Она издала сухой, как скрип снега, смешок:
– Пан нездешний. Все равно, я благодарна пану.
Краем глаза Айзенвальд уловил, что Казимир напрягся и сел, следя за ними, как за дуэлянтами.
– Я здесь в гостях.
– У Любанских? Рушинских?… Тарновичей?… – перебирала Антя имена, видя, как он отрицающе качает головой. Айзенвальд наконец сжалился над нею и пожал плечами:
– Я попал туда при странных обстоятельствах. И хозяйка не сочла нужным представиться. Это примерно к югу отсюда. Двухэтажный дом. Цоколь из дикого камня и очень красивый, вычурный деревянный фронтон.
Опустилось молчание. Оно было ощутимым, как полог. Его можно было резать ножом. Ксендз мгновенно протрезвел, а с панны Легнич сошло притворное спокойствие. Она посмотрела, как испуганный ребенок:
– Лискна.
Это было имение, где погибла Северина.
Я никогда там не был. Я читал реляции, где буквально по минутам расписан ее последний день, каждое ее слово и жест, и нечувствительность к пыткам – люди с карими глазами почему-то гораздо упорнее, чем голубоглазые блондины. Там написано, что документы, которые предположительно были при ней, так и не нашли. Но к реляциям не положены рисунки особняка, где все происходило, и очень трудно что-то понять по описанию. Ведь не зря же здесь говорят, что лучше один раз увидеть… Этот дом, похожий в инее на волшебную сказку. Заснеженные тополя вокруг. Витые балконы. Взятая в морозные оковы река. Ни следа пожара. Ни следа расстрелянного по моему приказу хозяина – Игнатия Лисовского.
Если Айзенвальд и потерял сознание, то этого не успели заметить. Глаза Антоси налились слезами. Ксендз подошел и взял Генриха под локоть жестом впервые ясно проявленного дружеского расположения:
– Уезжайте оттуда. Это дурное место, нехорошее. Оно притягивает несчастья.

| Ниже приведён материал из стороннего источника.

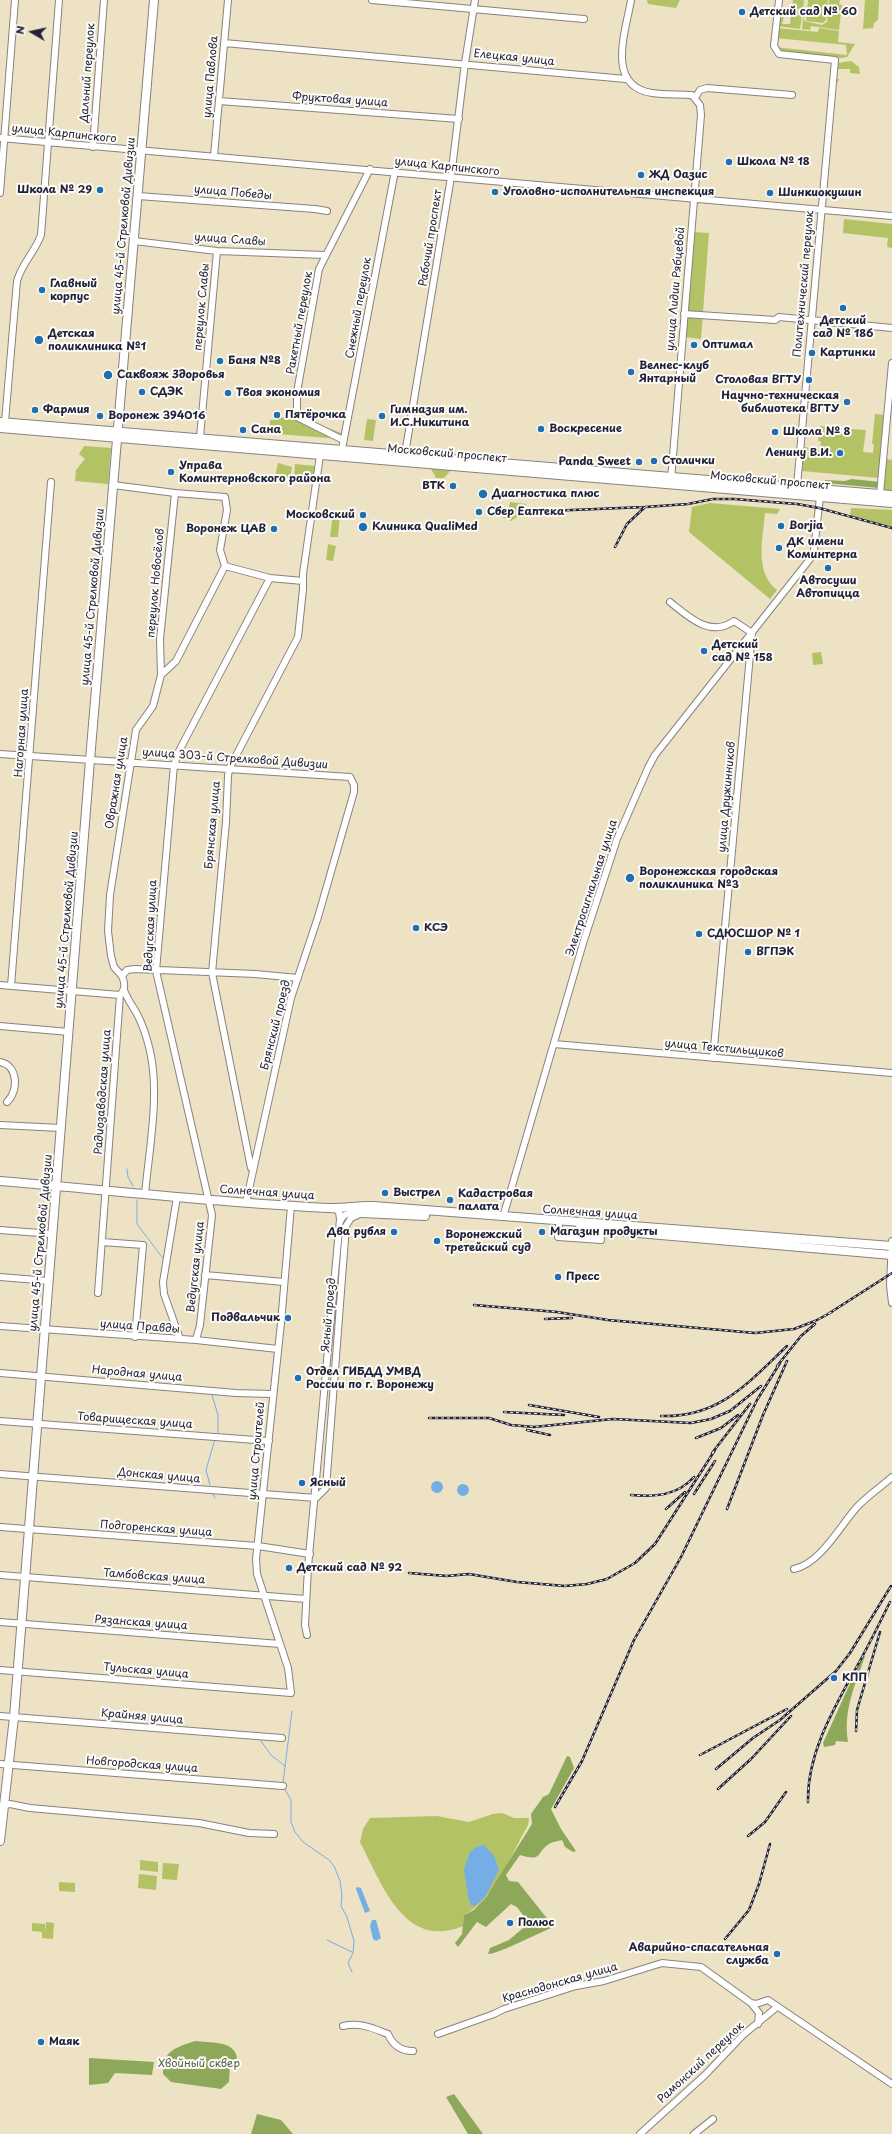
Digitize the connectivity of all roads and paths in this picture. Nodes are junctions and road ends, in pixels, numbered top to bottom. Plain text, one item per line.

– Еще одна мрачная легенда?
– Там убили женщину. Без споведи, без покаяния. В спину. Она была предательница, но ведь все равно… нехорошо убивать… вот так?
Антя дернула ртом и произнесла звенящим голосом:
– Моих родителей тоже – без покаяния. И неизвестно, скольких еще – на плаху. Молитвами панны Маржецкой Северины. Игнат привел приговор в исполнение. На нем нет вины.
Пальцы ксендза шевельнулись, точно перебирали четки:
– "Не судите…"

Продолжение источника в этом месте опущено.